To the Editor:
One wishes that Oscar Gass [“The Political Economy of the Great Society,” Oct. ’65] were as fastidious as he is sanguine. Then, perhaps, he would have considered the content, as well as the theory, of the economic miracle which Lyndon Johnson seems likely to perform. No doubt we shall all soon be richer than we dared dream ten years ago and with enough left over to beautify even the Negroes, if only in the spirit that we have recently voted to hide our junkyards: for ten billion or so a year we can, no doubt, and should, get the poor out of sight and possibly out of mind, too.
But I wonder whether there is really as much difference as Mr. Gass thinks between our present arrangements and the situation in 1896: whether we have not simply multiplied our plutocracy with as little regard now as was shown then for the kind of society that such a class brings with it. Great riches are, I don’t doubt, an absolute good and making, or better yet having, a living precedes for most people every other consideration. Perhaps Mr. Gass does indeed speak for American opinion when he says that as for the rich, why shouldn’t they have two houses before the poor have even one? But, despite the wishes of the majority, does this provide even the rich—to say nothing of the others—with a satisfactory society? Is it of no concern to Mr. Gass that our high standard of living is of such low average quality? Or worse, that we fatten ourselves through the production of useless and dangerous armaments, produce millions of cars each year, but, in our cities, can barely find transportation home at night; or that our schools fail so badly?

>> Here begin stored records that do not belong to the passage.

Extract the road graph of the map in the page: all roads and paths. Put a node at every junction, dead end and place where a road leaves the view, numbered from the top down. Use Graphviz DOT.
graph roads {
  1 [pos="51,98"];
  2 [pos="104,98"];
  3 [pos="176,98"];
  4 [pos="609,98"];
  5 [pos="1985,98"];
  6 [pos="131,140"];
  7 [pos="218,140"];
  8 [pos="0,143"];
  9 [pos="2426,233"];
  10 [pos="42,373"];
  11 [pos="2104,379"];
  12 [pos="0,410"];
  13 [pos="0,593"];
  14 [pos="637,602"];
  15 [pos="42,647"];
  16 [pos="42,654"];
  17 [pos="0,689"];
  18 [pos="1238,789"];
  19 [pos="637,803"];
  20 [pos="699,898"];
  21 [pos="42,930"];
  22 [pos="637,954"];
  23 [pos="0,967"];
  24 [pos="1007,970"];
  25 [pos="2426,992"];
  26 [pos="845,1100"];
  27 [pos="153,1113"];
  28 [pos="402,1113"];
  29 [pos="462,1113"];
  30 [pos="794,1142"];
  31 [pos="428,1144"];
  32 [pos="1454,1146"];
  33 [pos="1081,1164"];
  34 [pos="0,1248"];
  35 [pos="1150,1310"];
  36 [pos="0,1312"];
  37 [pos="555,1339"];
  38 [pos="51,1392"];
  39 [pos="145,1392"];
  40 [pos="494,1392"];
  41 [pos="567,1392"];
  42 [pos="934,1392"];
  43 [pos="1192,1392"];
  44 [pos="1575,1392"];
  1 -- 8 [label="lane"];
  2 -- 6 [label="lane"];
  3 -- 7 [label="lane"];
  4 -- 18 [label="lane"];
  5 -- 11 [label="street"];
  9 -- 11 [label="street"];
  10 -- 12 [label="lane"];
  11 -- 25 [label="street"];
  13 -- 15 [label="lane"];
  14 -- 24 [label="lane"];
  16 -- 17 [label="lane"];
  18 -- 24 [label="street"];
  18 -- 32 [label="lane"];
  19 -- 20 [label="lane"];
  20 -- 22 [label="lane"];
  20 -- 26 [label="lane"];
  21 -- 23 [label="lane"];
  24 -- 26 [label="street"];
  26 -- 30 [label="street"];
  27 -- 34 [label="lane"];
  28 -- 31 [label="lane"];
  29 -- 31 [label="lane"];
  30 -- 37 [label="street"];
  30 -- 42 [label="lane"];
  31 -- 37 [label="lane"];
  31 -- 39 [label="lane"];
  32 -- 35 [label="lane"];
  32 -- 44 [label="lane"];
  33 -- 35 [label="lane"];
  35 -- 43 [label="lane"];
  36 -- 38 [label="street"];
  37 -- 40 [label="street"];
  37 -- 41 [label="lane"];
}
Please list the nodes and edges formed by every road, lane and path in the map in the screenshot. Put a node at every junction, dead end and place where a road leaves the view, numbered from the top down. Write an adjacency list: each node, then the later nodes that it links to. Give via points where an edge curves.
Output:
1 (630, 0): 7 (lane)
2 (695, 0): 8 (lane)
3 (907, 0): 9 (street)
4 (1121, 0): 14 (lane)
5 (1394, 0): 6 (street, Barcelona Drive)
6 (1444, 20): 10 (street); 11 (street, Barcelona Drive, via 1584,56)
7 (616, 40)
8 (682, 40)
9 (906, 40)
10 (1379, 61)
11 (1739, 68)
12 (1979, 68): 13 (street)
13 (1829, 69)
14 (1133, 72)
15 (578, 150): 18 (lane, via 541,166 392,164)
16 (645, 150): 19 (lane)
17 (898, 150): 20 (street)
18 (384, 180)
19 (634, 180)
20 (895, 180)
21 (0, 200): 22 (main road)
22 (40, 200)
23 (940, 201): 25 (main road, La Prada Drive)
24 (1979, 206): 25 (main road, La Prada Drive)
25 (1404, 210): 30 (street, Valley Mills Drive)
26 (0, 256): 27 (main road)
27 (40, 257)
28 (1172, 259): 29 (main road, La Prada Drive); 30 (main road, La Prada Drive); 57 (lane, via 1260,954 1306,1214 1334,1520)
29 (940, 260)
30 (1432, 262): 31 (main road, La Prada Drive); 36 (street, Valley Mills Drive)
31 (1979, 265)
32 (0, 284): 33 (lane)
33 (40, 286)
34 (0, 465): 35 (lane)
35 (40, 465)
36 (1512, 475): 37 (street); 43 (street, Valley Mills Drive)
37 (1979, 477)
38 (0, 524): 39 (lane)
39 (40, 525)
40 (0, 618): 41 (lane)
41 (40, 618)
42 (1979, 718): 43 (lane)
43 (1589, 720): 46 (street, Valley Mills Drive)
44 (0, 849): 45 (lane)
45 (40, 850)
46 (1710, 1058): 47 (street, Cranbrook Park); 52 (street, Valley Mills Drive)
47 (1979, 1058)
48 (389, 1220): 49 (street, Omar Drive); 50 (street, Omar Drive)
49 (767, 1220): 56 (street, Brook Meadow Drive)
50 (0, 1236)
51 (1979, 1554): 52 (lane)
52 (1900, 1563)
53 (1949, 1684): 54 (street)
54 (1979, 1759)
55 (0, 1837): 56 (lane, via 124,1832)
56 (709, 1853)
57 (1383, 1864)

The list of grievances is, of course, long and familiar. But it seems to me elementary that a political economist must take such grievances into account: otherwise he becomes a bookkeeper. Or does Mr. Gass mean that the role of the state is merely to bloat the body politic with no regard for the grotesque consequences? I am not, of course, so innocent as to expect that such exquisite considerations will trouble the sleep of our public servants. But Mr. Gass, whom I admire, is another matter and his uncritical compliance troubles me. Equalitarianism is no doubt a delusion of the infantile Left. But there is an infantile pragmatism, too, which is not so admirable either.